■ Exercise
Locate every line in the records below that holds the word "image" and return each one.

■ Saved entries
--- START ---
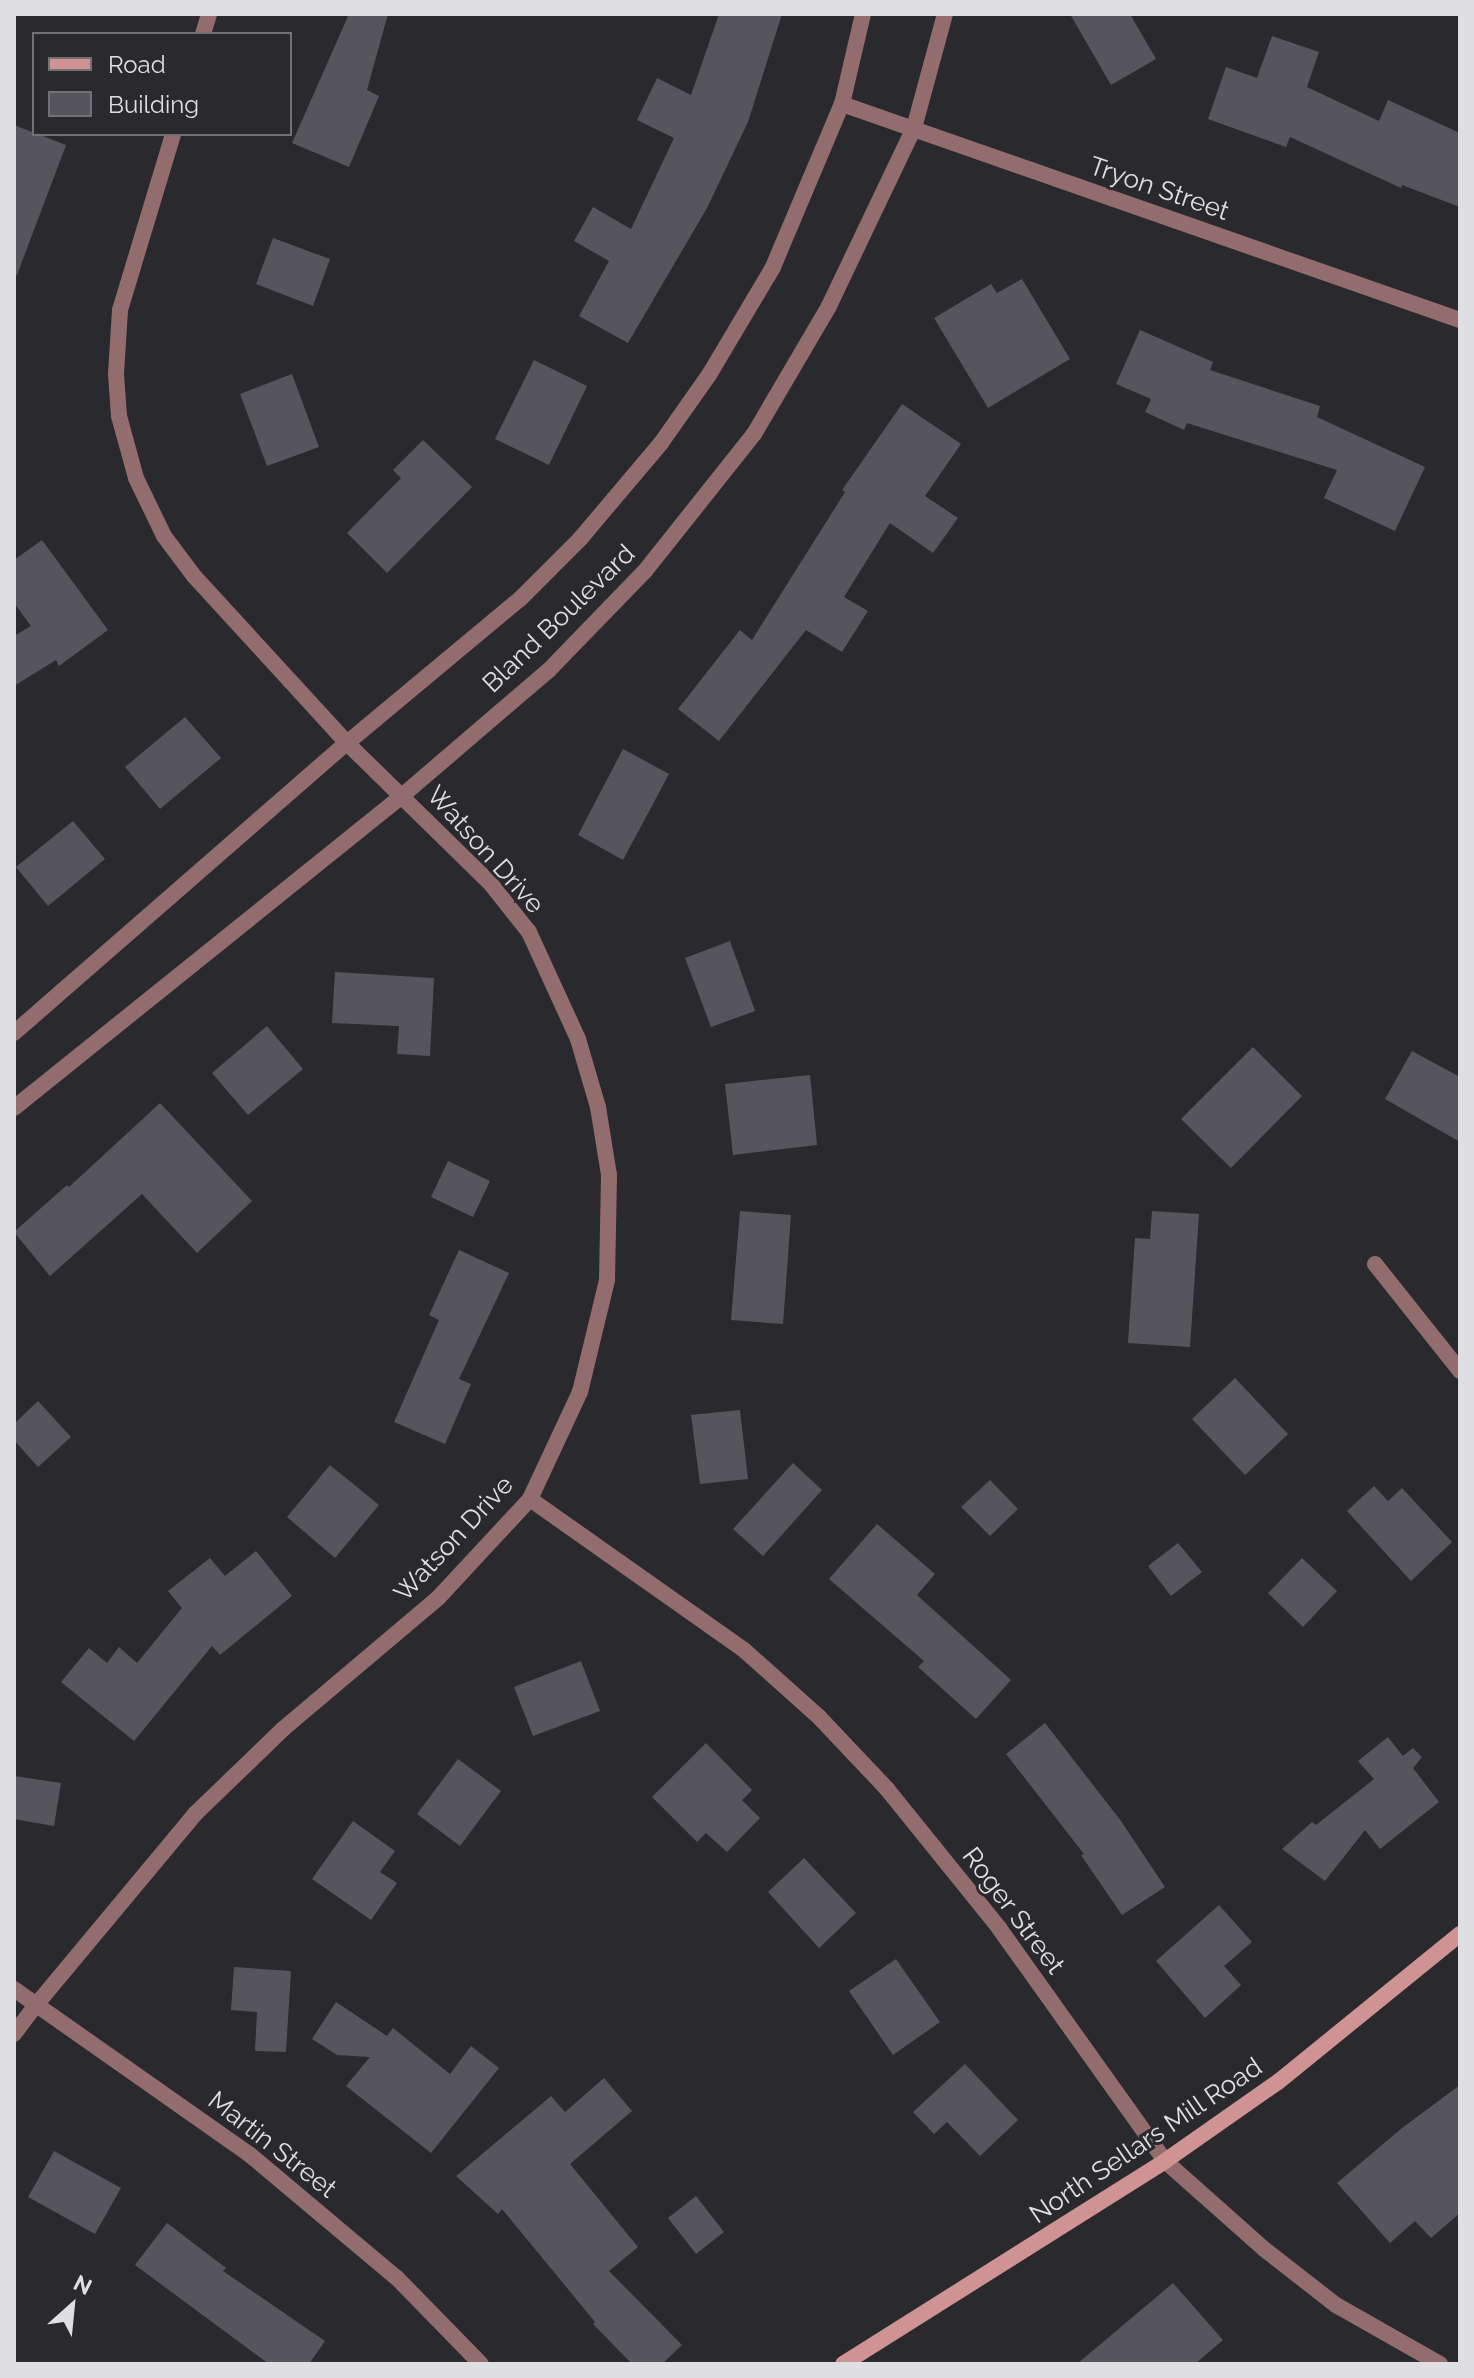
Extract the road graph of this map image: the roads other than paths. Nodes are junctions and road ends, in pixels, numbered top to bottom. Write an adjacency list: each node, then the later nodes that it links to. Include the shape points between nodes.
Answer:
1 (863, 14): 3 (street, Bland Boulevard)
2 (945, 14): 4 (street, Bland Boulevard)
3 (842, 104): 4 (street, Tryon Street); 7 (street, Bland Boulevard, via 773,267 661,443 580,539 521,598)
4 (914, 128): 6 (street, Tryon Street); 8 (street, Bland Boulevard, via 829,306 754,434 705,500 549,670)
5 (172, 136): 7 (street, Watson Drive, via 120,310 119,416 136,478 164,536 194,576)
6 (1460, 320)
7 (347, 743): 8 (street, Watson Drive); 9 (street, Bland Boulevard)
8 (403, 795): 10 (street, Bland Boulevard); 13 (street, Watson Drive, via 491,884 529,932 578,1039 598,1107 609,1175 607,1280 580,1392)
9 (14, 1033)
10 (14, 1108)
11 (1375, 1264): 12 (street)
12 (1460, 1371)
13 (530, 1499): 16 (street, Watson Drive, via 439,1597 283,1729 195,1814); 18 (street, Roger Street, via 744,1650 819,1717 887,1789 999,1928)
14 (1460, 1934): 18 (street, North Sellars Mill Road, via 1278,2082)
15 (14, 1989): 16 (street, Martin Street)
16 (36, 2005): 17 (street, Watson Drive); 19 (street, Martin Street, via 271,2172 397,2278)
17 (14, 2034)
18 (1165, 2161): 20 (street, North Sellars Mill Road); 21 (street, Roger Street, via 1336,2305)
19 (481, 2364)
20 (843, 2364)
21 (1440, 2364)

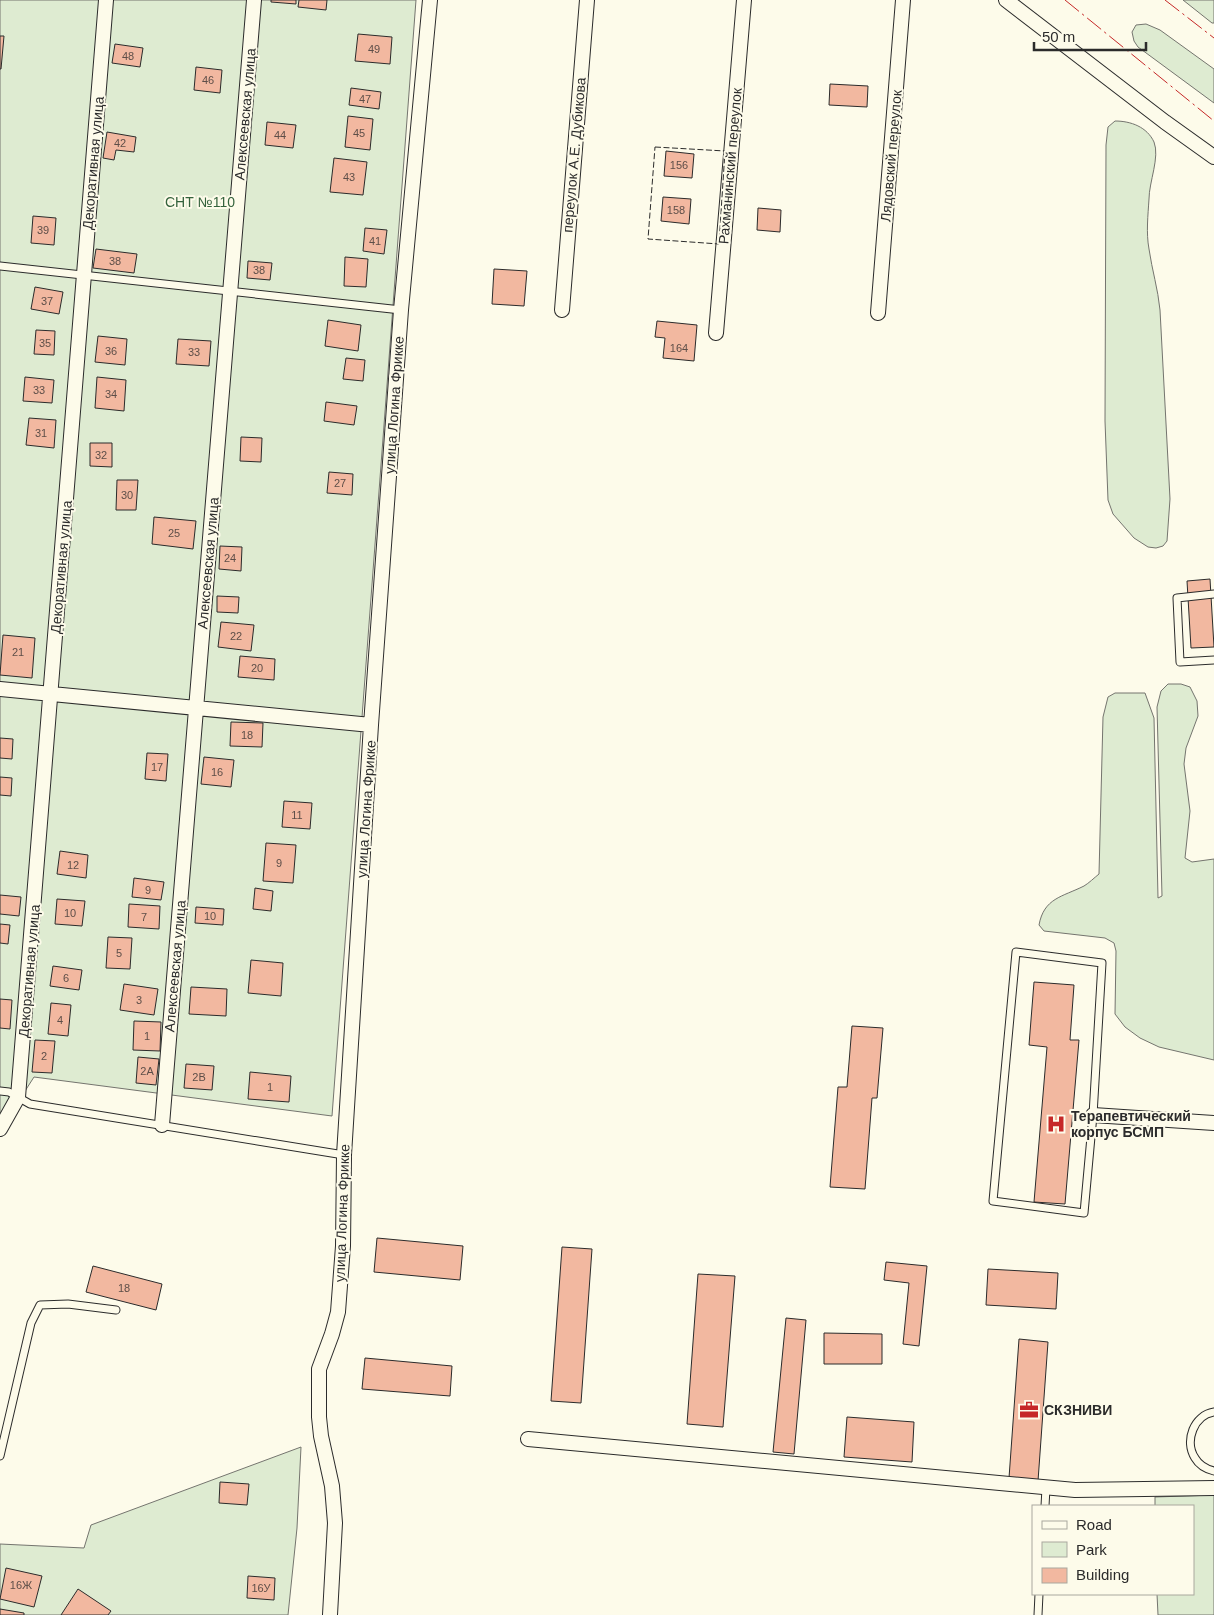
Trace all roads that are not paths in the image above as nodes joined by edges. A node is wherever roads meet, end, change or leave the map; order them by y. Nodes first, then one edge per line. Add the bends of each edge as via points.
--- END ---
■ Solution
Extract the road graph of this map image: the roads other than paths. Nodes are junctions and road ends, in pixels, numbered top to bottom. Write an adjacency list: each node, then the later nodes that it links to. Include the shape points between nodes.
Trace all roads that are not paths in the image above as nodes joined by edges. A node is wherever roads meet, end, change or leave the map; order them by y. Nodes first, then one edge per line. Add the bends of each edge as via points.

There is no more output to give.